Hint: See it is not possible to draw a diagram with all the things mentioned in the above question. So, draw the triangles with one special point like orthocentre at a time and deduce the results from it. Do the same for all the situations. You need to use the property that the angle subtended by a side of the triangle at the orthocentre id supplementary with the opposite interior angle. Also, you need to use that the angle subtended by a side at the incentre is $90{}^\circ $ more than the half of the opposite interior angle. Also, the property that the angle subtended by an arc at the circumference of the circle is equal and half of the angle subtended at the centre.

Complete step by step solution:
As we can realise that drawing a diagram with all the features mentioned in the question manually is not feasible. So, we will draw the figures part by part and keep on deducing the required result from each. First let us go for the Orthocentre.

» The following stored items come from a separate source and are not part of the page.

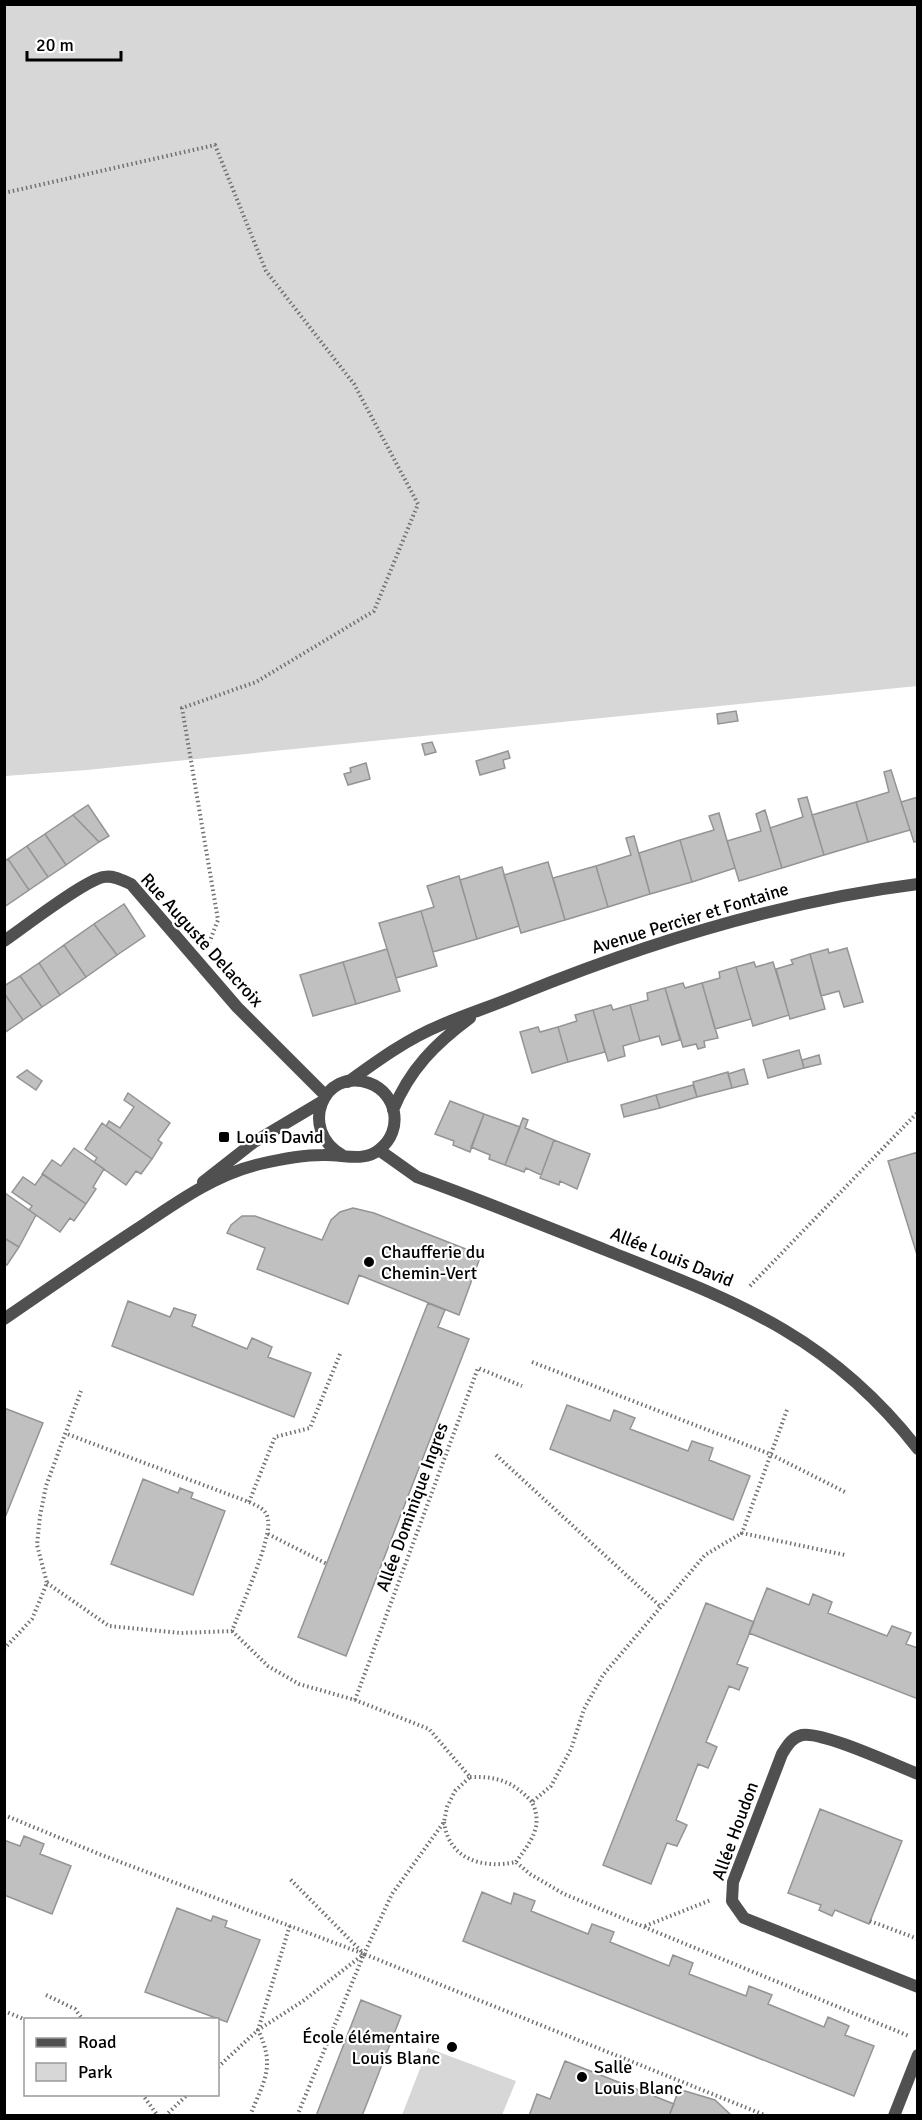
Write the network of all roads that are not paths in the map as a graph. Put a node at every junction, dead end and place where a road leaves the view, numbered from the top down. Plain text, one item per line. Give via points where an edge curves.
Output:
1 (918, 884) edge
2 (4, 941) edge
3 (480, 1012) junction
4 (348, 1082) junction
5 (325, 1098) junction
6 (393, 1110) junction
7 (379, 1150) junction
8 (342, 1155) junction
9 (189, 1195) junction
10 (4, 1319) edge
11 (918, 1449) edge
12 (918, 1774) edge
13 (918, 1987) edge
14 (918, 2055) edge
15 (894, 2115) edge

1 - 3 street, Avenue Percier et Fontaine via 825,898 724,923 629,952
2 - 5 street, Rue Auguste Delacroix via 93,881 111,876 131,884 200,966
3 - 4 street, Avenue Percier et Fontaine via 426,1032
3 - 6 street, Avenue Percier et Fontaine via 425,1056
4 - 5 street, Avenue Percier et Fontaine
4 - 6 street via 360,1081 376,1087 389,1099
5 - 8 street via 318,1118 319,1130 328,1145
5 - 9 street, Avenue Percier et Fontaine via 254,1142
6 - 7 street, Avenue Percier et Fontaine via 393,1132
7 - 8 street, Avenue Percier et Fontaine via 362,1157
7 - 11 street, Allée Louis David via 417,1177 735,1302 772,1321 827,1357 888,1414
8 - 9 street, Avenue Percier et Fontaine via 256,1165
9 - 10 street, Avenue Percier et Fontaine
12 - 13 street, Allée Houdon via 818,1736 799,1735 792,1739 782,1754 731,1892 735,1910 744,1918
14 - 15 street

Now, we know that the angle subtended by a side of the triangle at the orthocentre is supplementary with the opposite interior angle.
$\angle BHC=180{}^\circ -\angle BAC............(i)$
Now let us move to the incentre.

We also know that the angle subtended by a side at the incentre is $90{}^\circ $ more than the half of the opposite interior angle.
$\angle BIC=90{}^\circ -\dfrac{1}{2}\times \angle BAC.....(ii)$
Now let us move to the circumcentre of the triangle.

Also, we know that the angle subtended by an arc at the circumference of the circle is equal and half of the angle subtended at the centre.
$\angle BOC=2\times \angle BAC............(iii)$
Now let us move to the circle passing through the points B, H, I, C.

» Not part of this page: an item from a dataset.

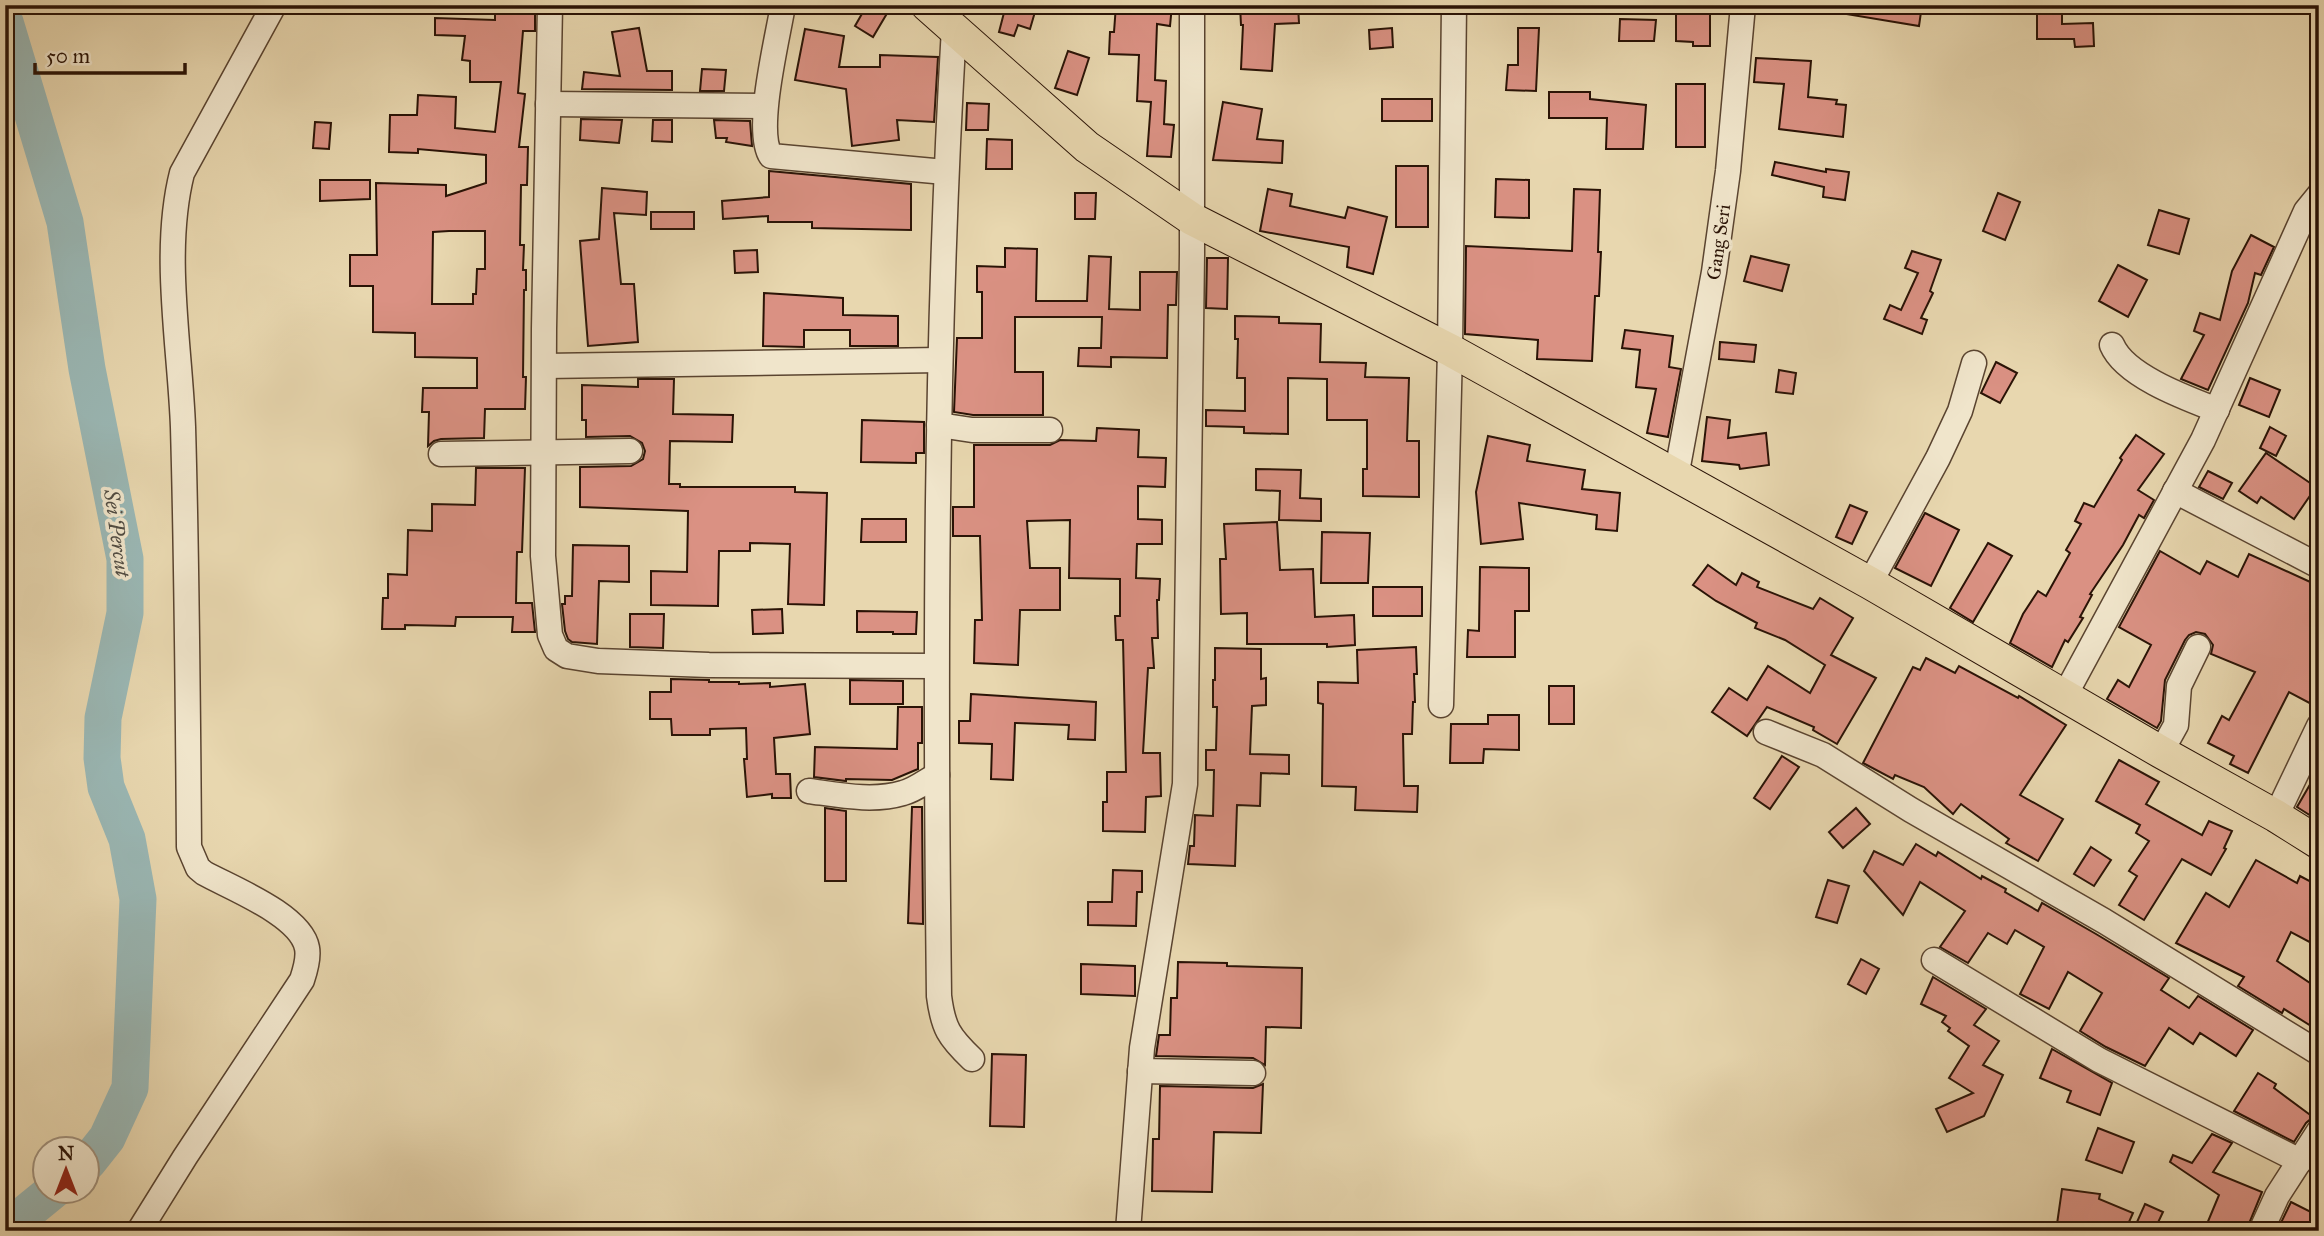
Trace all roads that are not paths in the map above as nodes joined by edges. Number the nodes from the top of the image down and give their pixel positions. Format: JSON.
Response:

Again, using the property that the angle subtended by an arc at the circumference of the circle is equal and half of the angle subtended at the centre.
$\angle BHC=\angle BIC...........(iv)$
If we substitute angle BHC from equation (i) and angle BIC from equation (ii), we get
$180{}^\circ -\angle BAC=90{}^\circ +\dfrac{1}{2}\times \angle BAC$
$\Rightarrow 90{}^\circ =\dfrac{3}{2}\times \angle BAC$
Now we will use equation (iii) to substitute angle BAC. On doing so, we get
$90{}^\circ =\dfrac{3}{4}\times \angle BOC$
$\Rightarrow \angle BOC=120{}^\circ $
Hence, the answer to the above question is $\angle BOC=120{}^\circ $

Note: Remember, the centre of the largest circle that fits inside a triangle is called the incentre and is defined as the meeting point of all three angle bisectors of the triangle. Similarly, circumcentre is the meet point of the perpendicular bisectors of each side of the triangle, while orthocentre is the meet point of the altitudes of a triangle.